BEGIN Material provided

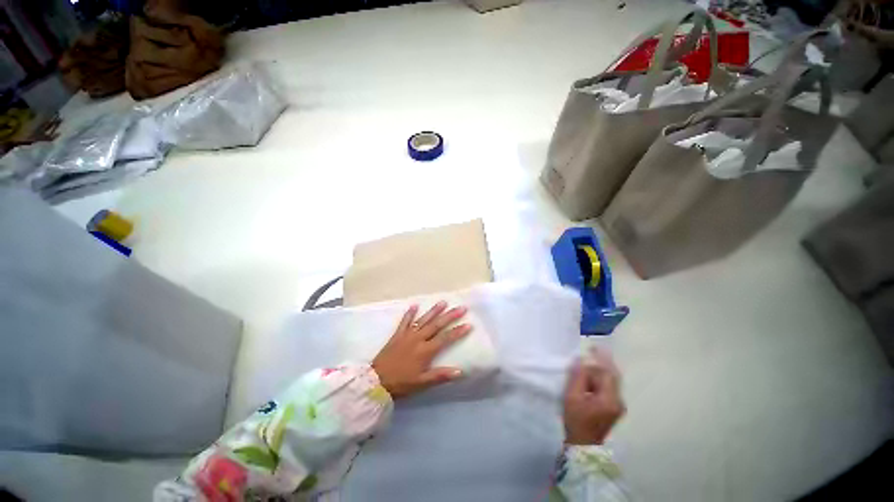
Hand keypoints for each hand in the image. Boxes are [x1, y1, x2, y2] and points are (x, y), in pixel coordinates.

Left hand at [372, 301, 471, 398]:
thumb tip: (460, 371)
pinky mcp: (397, 334)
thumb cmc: (401, 383)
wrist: (376, 381)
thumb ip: (440, 376)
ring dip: (434, 311)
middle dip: (450, 316)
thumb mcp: (422, 383)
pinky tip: (414, 305)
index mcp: (425, 351)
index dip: (458, 332)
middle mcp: (418, 339)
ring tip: (443, 302)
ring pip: (423, 320)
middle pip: (437, 325)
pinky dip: (410, 313)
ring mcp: (407, 335)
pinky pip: (405, 321)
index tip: (468, 324)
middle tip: (461, 308)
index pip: (445, 338)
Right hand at [563, 348, 624, 445]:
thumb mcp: (572, 396)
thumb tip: (581, 360)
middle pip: (612, 376)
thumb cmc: (576, 419)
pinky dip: (599, 380)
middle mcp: (618, 401)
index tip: (592, 347)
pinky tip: (588, 380)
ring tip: (583, 370)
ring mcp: (618, 405)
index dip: (600, 359)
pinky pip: (608, 387)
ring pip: (610, 381)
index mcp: (609, 399)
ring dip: (598, 373)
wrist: (583, 444)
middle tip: (588, 354)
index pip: (607, 373)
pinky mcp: (614, 408)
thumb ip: (577, 376)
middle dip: (600, 364)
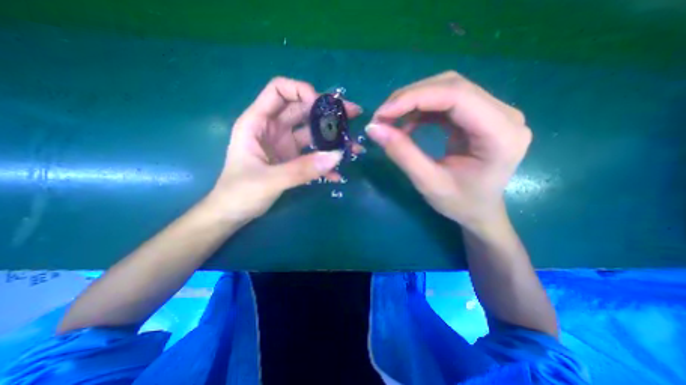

END Material provided

**Exercise**
Print once more, exactly, the lines from the one with "middle tip: (461, 308)" through the last line of the data, both ends included, without any pictures.

**Solved problem**
middle tip: (461, 308)
index pip: (445, 338)
Right hand at [563, 348, 624, 445]:
thumb mcp: (572, 396)
thumb tip: (581, 360)
middle pip: (612, 376)
thumb cmc: (576, 419)
pinky dip: (599, 380)
middle mcp: (618, 401)
index tip: (592, 347)
pinky tip: (588, 380)
ring tip: (583, 370)
ring mcp: (618, 405)
index dip: (600, 359)
pinky pip: (608, 387)
ring pip: (610, 381)
index mcp: (609, 399)
ring dip: (598, 373)
wrist: (583, 444)
middle tip: (588, 354)
index pip: (607, 373)
pinky mcp: (614, 408)
thumb ip: (577, 376)
middle dip: (600, 364)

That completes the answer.